NEW YORK -- In all likelihood, the New Orleans Saints will get whacked again this week by commissioner Roger Goodell, only this time it's the players involved in Bountygate who are likely to get hammered.

Some people think enough is enough and that Goodell should proceed to another subject, but they haven't met Willie Brown.

The former Oakland Raider and Hall of Fame cornerback was part of one of most menacing and intimidating defenses in NFL history, yet he stands behind what Goodell and the NFL are doing with ... and to ... the Saints in one of the ugliest scandals in league history.

"It's ridiculous that things like that can happen, where you put in money to hurt a player," said Brown, here this weekend to announce the Raiders' first pick of the 2012 NFL Draft. "There's no room for it in the National Football League, and there never should be."
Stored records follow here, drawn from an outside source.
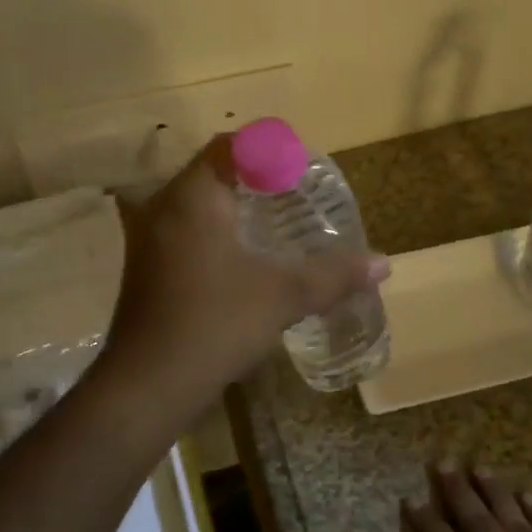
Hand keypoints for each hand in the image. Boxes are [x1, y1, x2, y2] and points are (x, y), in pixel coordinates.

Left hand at [95, 137, 389, 424]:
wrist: (148, 384)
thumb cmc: (215, 324)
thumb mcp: (282, 296)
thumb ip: (333, 275)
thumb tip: (384, 263)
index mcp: (193, 196)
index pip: (230, 146)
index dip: (268, 150)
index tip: (300, 170)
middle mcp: (164, 206)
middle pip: (214, 172)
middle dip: (256, 179)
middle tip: (296, 196)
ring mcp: (148, 238)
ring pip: (198, 204)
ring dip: (235, 208)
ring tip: (277, 226)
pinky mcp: (147, 267)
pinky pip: (186, 230)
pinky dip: (216, 232)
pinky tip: (243, 260)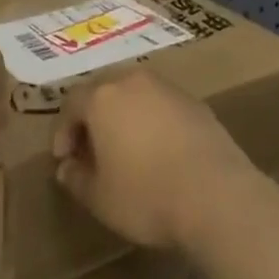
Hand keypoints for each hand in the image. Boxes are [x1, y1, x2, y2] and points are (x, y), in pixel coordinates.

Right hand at [52, 69, 258, 248]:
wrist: (215, 192)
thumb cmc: (147, 195)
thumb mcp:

When Brown played for the Raiders (1967-78) they were one of the most physical, most dominant, meanest, roughest, toughest defenses in football. Brown was an All-AFL and Pro Bowl cornerback who played in a backfield known as "The Soul Patrol," a secondary that included safeties Jack Tatum and George Atkinson and that inspired fear in anyone who dared to cross the middle of the field.

Tatum was known as "The Assassin." Atkinson was "The Hit Man." Cornerback Skip Thomas was "Dr. Death." And receivers weren't so much opponents who had to be stopped as targets to be erased.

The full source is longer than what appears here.